Görüntü kaygısı yaşayan bir insan olarak her yıl stil değiştirirdim. Muhakkak kahkül keser, ara sıra kat attırır, bazen simsiyah olmasına rağmen başka renkler denerdim.
"Lenslerimi getirir misin?"
"Hemen efendim."
Yine de bir türlü memnun kalmazdım kendimden. Çevremdekilerin görüntüm hakkında ettiği hoş sözler de ikna etmiyordu beni. Yalan söylediklerini düşünüyordum hep.
Günün sonunda, yine ayna başında memnuniyetsizce süzüyordum kendimi.
Giydiğim krem rengi gömleğin yakasını düzelttim.
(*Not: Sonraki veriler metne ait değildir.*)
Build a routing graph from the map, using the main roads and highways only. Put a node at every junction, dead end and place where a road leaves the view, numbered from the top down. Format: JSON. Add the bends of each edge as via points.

Eteğin altına giydiğim ultra ince siyah çorabı yırtmadan yukarı çekerken "Arabayı hazırlasınlar." diyerek Betül'e komut verdim.
Telefonla şoföre ulaşan Betül; erkenden kalkıp evime gelir, kahvaltıya teşvik eder ve günün sonunda dosyadaki tüm görevleri yerine getirmemi sağlardı. O yetenekli bir asistandı. Numaralı gözlüklerine çeşitli çerçeveler bulur, çoğu zaman at kuyruğu yapardı düz saçlarını.
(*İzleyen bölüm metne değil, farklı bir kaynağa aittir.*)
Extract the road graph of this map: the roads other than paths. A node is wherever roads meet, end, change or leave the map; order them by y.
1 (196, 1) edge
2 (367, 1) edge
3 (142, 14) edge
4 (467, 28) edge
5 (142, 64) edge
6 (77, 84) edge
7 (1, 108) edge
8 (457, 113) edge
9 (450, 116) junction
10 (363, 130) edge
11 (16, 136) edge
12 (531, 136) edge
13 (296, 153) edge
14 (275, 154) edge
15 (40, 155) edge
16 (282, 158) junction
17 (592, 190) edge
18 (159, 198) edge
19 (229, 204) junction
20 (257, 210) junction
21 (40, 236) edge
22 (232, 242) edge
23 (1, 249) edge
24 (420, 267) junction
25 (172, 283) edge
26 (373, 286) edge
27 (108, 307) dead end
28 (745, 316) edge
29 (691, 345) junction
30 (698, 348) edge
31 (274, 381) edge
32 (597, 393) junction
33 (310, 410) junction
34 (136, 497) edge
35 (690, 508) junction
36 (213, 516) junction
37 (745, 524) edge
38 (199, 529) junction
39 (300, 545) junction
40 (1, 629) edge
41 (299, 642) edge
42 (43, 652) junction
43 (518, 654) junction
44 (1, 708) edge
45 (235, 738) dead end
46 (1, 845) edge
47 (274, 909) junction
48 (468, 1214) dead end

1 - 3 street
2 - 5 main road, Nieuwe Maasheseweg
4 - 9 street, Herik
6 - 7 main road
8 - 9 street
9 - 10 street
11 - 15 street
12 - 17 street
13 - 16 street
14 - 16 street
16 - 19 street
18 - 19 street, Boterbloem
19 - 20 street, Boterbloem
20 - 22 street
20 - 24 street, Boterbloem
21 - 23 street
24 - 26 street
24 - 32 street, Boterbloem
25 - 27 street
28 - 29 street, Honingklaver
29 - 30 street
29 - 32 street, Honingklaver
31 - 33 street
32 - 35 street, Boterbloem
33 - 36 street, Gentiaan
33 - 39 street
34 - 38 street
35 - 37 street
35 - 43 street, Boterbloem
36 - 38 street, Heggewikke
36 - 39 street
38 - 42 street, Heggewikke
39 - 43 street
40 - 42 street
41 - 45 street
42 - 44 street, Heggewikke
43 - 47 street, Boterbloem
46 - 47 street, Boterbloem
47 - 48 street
"Arabanız hazır. Artık çıkabiliriz."
Çalışanların görüntülerindeki düzene de dikkat eder, onların stillerine karışmadan edemezdim.
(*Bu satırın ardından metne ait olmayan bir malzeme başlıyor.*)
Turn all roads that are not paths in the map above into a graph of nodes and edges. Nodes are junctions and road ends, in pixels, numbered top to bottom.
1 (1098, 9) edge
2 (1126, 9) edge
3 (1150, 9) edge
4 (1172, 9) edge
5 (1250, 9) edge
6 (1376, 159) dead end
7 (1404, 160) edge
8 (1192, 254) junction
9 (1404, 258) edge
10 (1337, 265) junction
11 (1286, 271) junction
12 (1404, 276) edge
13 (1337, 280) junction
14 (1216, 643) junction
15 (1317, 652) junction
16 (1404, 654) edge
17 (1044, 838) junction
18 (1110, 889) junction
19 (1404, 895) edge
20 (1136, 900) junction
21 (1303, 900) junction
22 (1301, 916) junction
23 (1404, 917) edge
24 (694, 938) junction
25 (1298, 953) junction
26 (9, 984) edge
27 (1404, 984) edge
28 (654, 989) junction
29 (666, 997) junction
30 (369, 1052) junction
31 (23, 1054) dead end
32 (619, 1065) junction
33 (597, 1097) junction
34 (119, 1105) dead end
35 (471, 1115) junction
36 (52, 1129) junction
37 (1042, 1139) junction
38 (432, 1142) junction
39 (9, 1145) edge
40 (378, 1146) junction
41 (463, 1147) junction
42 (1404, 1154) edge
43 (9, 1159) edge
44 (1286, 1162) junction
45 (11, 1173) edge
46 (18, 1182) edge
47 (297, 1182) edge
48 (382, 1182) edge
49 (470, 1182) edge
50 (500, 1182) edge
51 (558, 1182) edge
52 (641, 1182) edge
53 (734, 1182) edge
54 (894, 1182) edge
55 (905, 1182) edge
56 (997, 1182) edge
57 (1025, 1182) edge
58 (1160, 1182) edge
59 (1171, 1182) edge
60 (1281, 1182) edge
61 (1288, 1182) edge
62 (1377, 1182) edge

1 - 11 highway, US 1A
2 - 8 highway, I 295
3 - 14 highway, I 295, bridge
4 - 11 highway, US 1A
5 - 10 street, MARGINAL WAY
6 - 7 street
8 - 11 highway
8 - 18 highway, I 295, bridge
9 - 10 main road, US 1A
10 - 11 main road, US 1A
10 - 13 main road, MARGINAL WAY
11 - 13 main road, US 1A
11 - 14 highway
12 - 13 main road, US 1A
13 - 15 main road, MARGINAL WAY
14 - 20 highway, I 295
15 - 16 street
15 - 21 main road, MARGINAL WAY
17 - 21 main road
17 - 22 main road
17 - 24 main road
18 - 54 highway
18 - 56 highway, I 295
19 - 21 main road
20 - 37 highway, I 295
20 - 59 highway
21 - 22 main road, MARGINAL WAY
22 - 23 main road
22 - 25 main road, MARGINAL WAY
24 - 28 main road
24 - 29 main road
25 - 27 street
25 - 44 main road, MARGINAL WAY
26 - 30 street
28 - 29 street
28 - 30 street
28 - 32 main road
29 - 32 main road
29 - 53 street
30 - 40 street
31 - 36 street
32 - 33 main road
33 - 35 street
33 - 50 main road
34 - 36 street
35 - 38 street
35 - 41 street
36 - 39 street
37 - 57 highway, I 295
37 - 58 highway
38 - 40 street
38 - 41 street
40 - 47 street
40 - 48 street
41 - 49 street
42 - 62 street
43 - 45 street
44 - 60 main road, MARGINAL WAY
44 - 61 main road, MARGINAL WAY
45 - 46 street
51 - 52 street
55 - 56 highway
"Önünü ilikleme, cekette potluk oluşuyor." evden çıkarken onu durdurup düğmesini açtım. "Böyle daha iyi..."
Bir başkasının benim giyimim hakkında konuşmasına tahammül edemezdim. Ancak onlar bana alışmıştı. Üstelik kalplerini kırma amacıyla yapmadığımı da biliyorlardı.
*
Şirkete ulaştığımızda ilk işim Uygar'ı bulmak oldu. Kat'i suretle bugünkü yakın koruma seçimine girmesine izin vermeyecektim.
Ofisinde harıl harıl dosya incelerken, onu dikizleyen asistanının masasına vurdum kapı tıklar gibi.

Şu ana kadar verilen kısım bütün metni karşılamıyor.